(Saved entries)

[Start of Attachment]

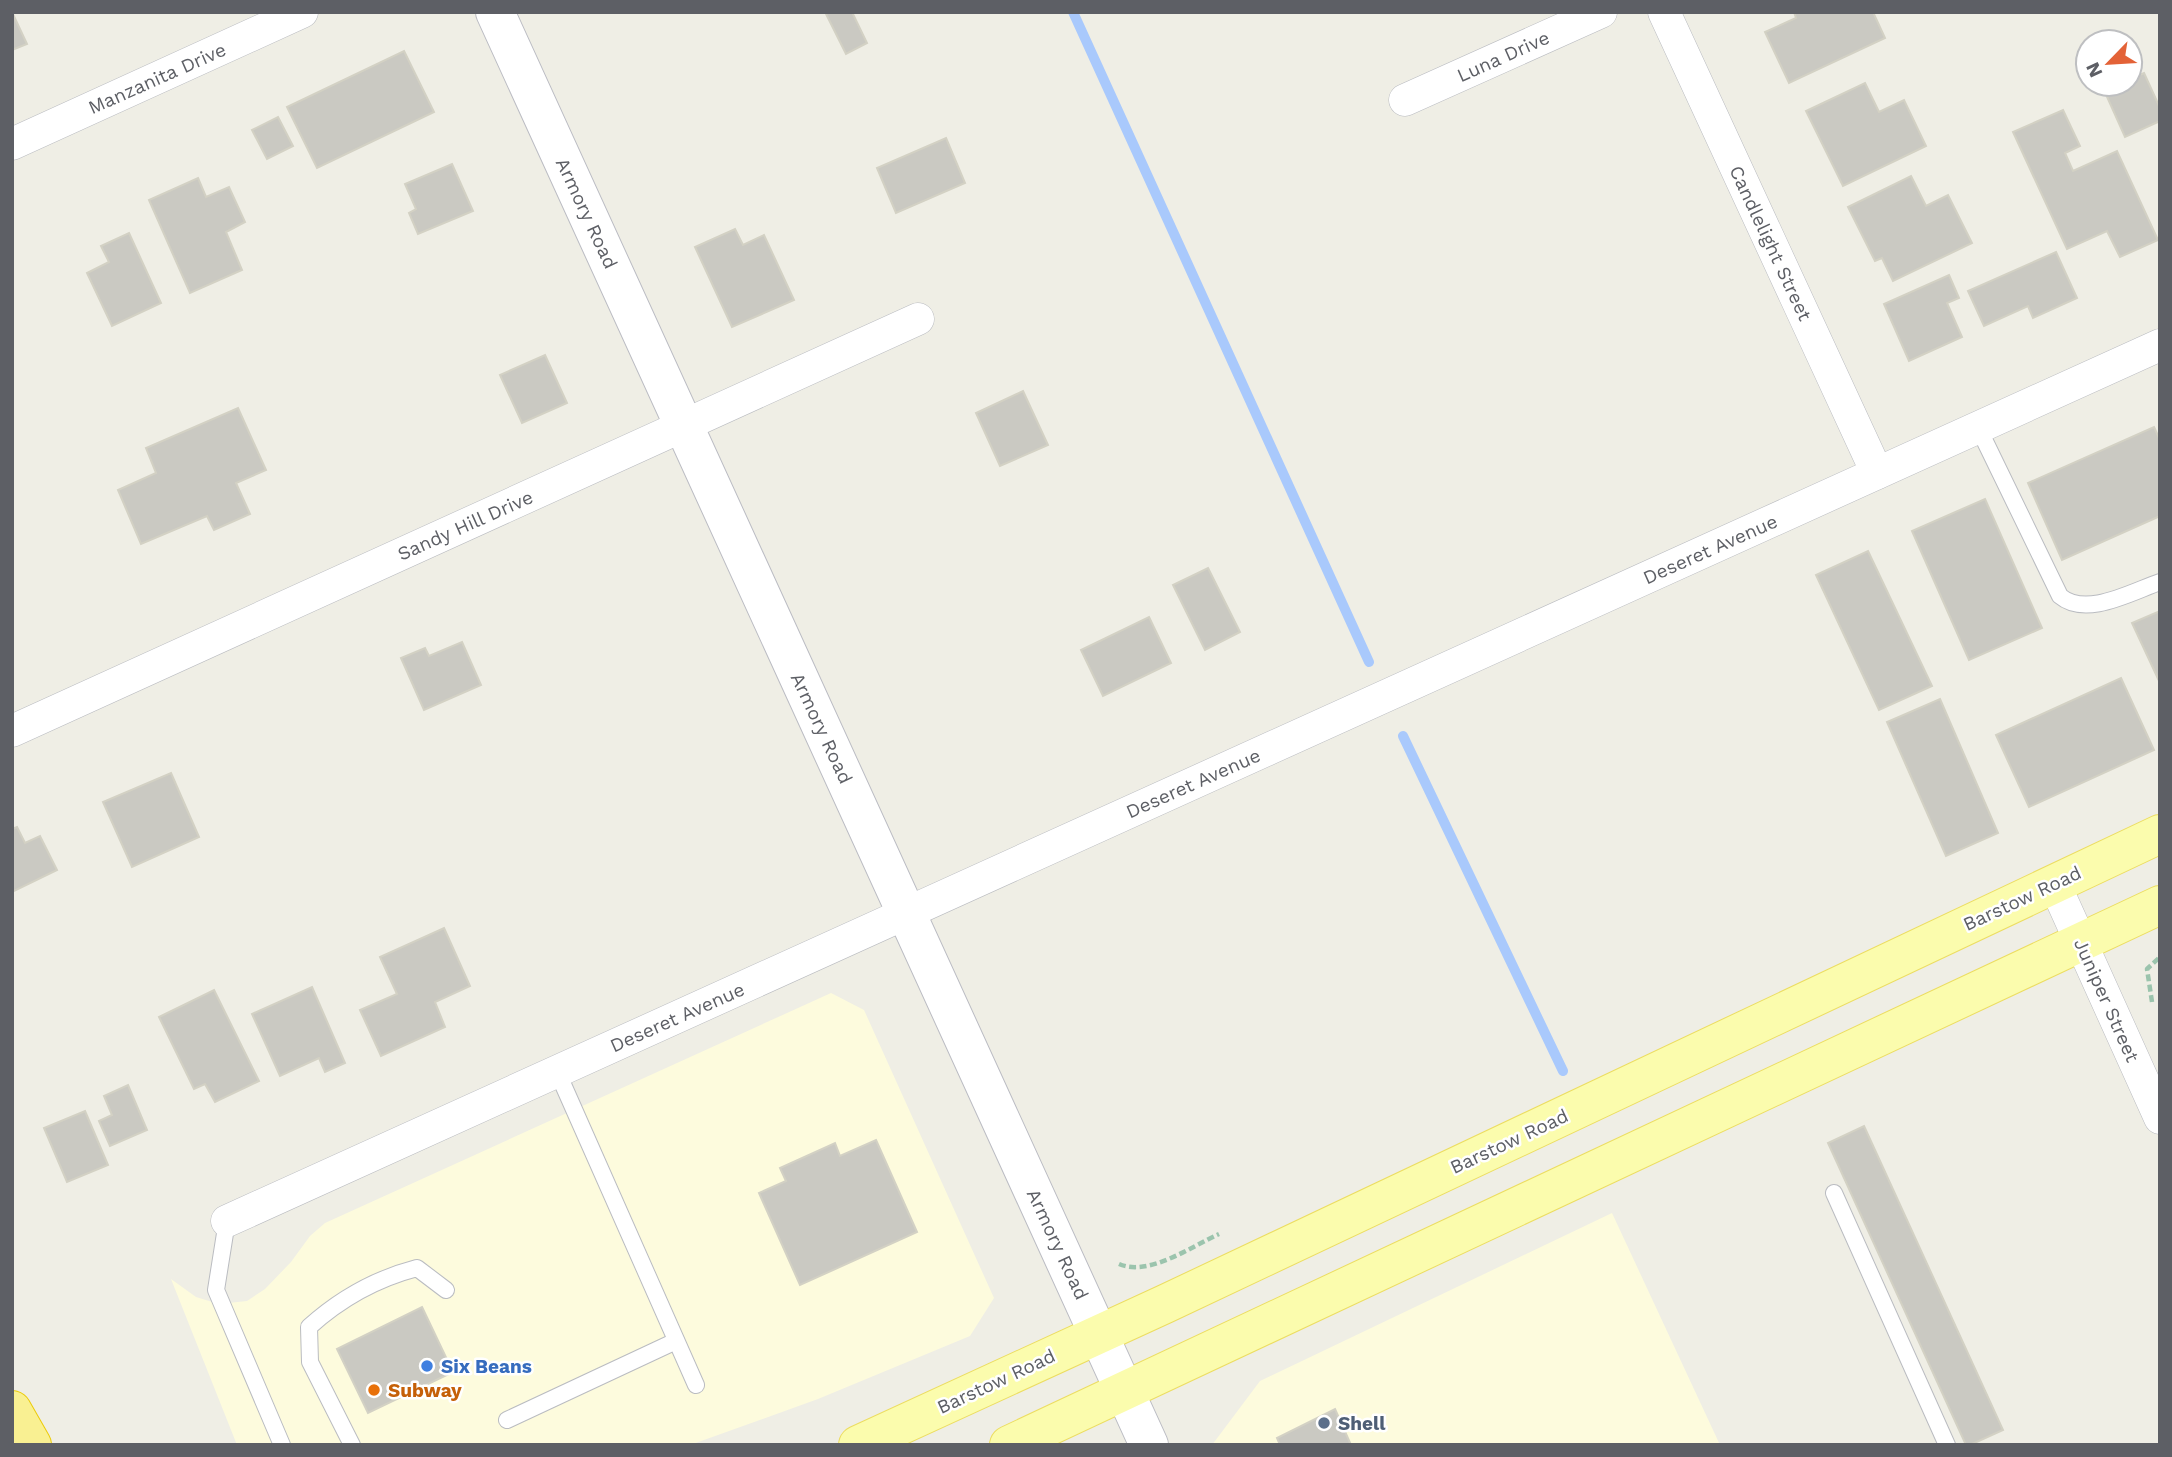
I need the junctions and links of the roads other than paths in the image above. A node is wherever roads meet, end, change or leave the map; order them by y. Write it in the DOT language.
graph roads {
  1 [pos="302,12"];
  2 [pos="495,12"];
  3 [pos="1601,12"];
  4 [pos="1664,12"];
  5 [pos="1405,100"];
  6 [pos="12,144"];
  7 [pos="918,319"];
  8 [pos="2160,345"];
  9 [pos="684,425"];
  10 [pos="1978,427"];
  11 [pos="1877,473"];
  12 [pos="2160,582"];
  13 [pos="12,731"];
  14 [pos="2160,834"];
  15 [pos="2054,883"];
  16 [pos="2160,905"];
  17 [pos="906,913"];
  18 [pos="2080,943"];
  19 [pos="557,1071"];
  20 [pos="2160,1118"];
  21 [pos="1834,1193"];
  22 [pos="227,1222"];
  23 [pos="446,1290"];
  24 [pos="1099,1334"];
  25 [pos="676,1340"];
  26 [pos="696,1385"];
  27 [pos="1125,1391"];
  28 [pos="12,1410"];
  29 [pos="507,1420"];
  30 [pos="32,1445"];
  31 [pos="282,1445"];
  32 [pos="352,1445"];
  33 [pos="858,1445"];
  34 [pos="1009,1445"];
  35 [pos="1149,1445"];
  36 [pos="1947,1445"];
  1 -- 6 [label="street, Manzanita Drive"];
  2 -- 9 [label="main road, Armory Road"];
  3 -- 5 [label="street, Luna Drive"];
  4 -- 11 [label="street, Candlelight Street"];
  7 -- 9 [label="street, Sandy Hill Drive"];
  8 -- 10 [label="street, Deseret Avenue"];
  9 -- 13 [label="street, Sandy Hill Drive"];
  9 -- 17 [label="main road, Armory Road"];
  10 -- 11 [label="street, Deseret Avenue"];
  10 -- 12 [label="lane"];
  11 -- 17 [label="street, Deseret Avenue"];
  14 -- 15 [label="main road, Barstow Road"];
  15 -- 18 [label="street, Juniper Street"];
  15 -- 24 [label="main road, Barstow Road"];
  16 -- 18 [label="main road"];
  17 -- 19 [label="street, Deseret Avenue"];
  17 -- 24 [label="main road, Armory Road"];
  18 -- 20 [label="street, Juniper Street"];
  18 -- 27 [label="main road"];
  19 -- 22 [label="street, Deseret Avenue"];
  19 -- 25 [label="lane"];
  21 -- 36 [label="lane"];
  22 -- 31 [label="lane"];
  23 -- 32 [label="lane"];
  24 -- 27 [label="main road, Armory Road"];
  24 -- 33 [label="main road, Barstow Road"];
  25 -- 26 [label="lane"];
  25 -- 29 [label="lane"];
  27 -- 34 [label="main road"];
  27 -- 35 [label="main road, Armory Road"];
  28 -- 30 [label="highway"];
}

[End of Attachment]

TASK PROMPT: Give the data above again in full and unchanged, skipping the pictures.

SOLUTION TO THIS TASK:
I need the junctions and links of the roads other than paths in the image above. A node is wherever roads meet, end, change or leave the map; order them by y. Write it in the DOT language.
graph roads {
  1 [pos="302,12"];
  2 [pos="495,12"];
  3 [pos="1601,12"];
  4 [pos="1664,12"];
  5 [pos="1405,100"];
  6 [pos="12,144"];
  7 [pos="918,319"];
  8 [pos="2160,345"];
  9 [pos="684,425"];
  10 [pos="1978,427"];
  11 [pos="1877,473"];
  12 [pos="2160,582"];
  13 [pos="12,731"];
  14 [pos="2160,834"];
  15 [pos="2054,883"];
  16 [pos="2160,905"];
  17 [pos="906,913"];
  18 [pos="2080,943"];
  19 [pos="557,1071"];
  20 [pos="2160,1118"];
  21 [pos="1834,1193"];
  22 [pos="227,1222"];
  23 [pos="446,1290"];
  24 [pos="1099,1334"];
  25 [pos="676,1340"];
  26 [pos="696,1385"];
  27 [pos="1125,1391"];
  28 [pos="12,1410"];
  29 [pos="507,1420"];
  30 [pos="32,1445"];
  31 [pos="282,1445"];
  32 [pos="352,1445"];
  33 [pos="858,1445"];
  34 [pos="1009,1445"];
  35 [pos="1149,1445"];
  36 [pos="1947,1445"];
  1 -- 6 [label="street, Manzanita Drive"];
  2 -- 9 [label="main road, Armory Road"];
  3 -- 5 [label="street, Luna Drive"];
  4 -- 11 [label="street, Candlelight Street"];
  7 -- 9 [label="street, Sandy Hill Drive"];
  8 -- 10 [label="street, Deseret Avenue"];
  9 -- 13 [label="street, Sandy Hill Drive"];
  9 -- 17 [label="main road, Armory Road"];
  10 -- 11 [label="street, Deseret Avenue"];
  10 -- 12 [label="lane"];
  11 -- 17 [label="street, Deseret Avenue"];
  14 -- 15 [label="main road, Barstow Road"];
  15 -- 18 [label="street, Juniper Street"];
  15 -- 24 [label="main road, Barstow Road"];
  16 -- 18 [label="main road"];
  17 -- 19 [label="street, Deseret Avenue"];
  17 -- 24 [label="main road, Armory Road"];
  18 -- 20 [label="street, Juniper Street"];
  18 -- 27 [label="main road"];
  19 -- 22 [label="street, Deseret Avenue"];
  19 -- 25 [label="lane"];
  21 -- 36 [label="lane"];
  22 -- 31 [label="lane"];
  23 -- 32 [label="lane"];
  24 -- 27 [label="main road, Armory Road"];
  24 -- 33 [label="main road, Barstow Road"];
  25 -- 26 [label="lane"];
  25 -- 29 [label="lane"];
  27 -- 34 [label="main road"];
  27 -- 35 [label="main road, Armory Road"];
  28 -- 30 [label="highway"];
}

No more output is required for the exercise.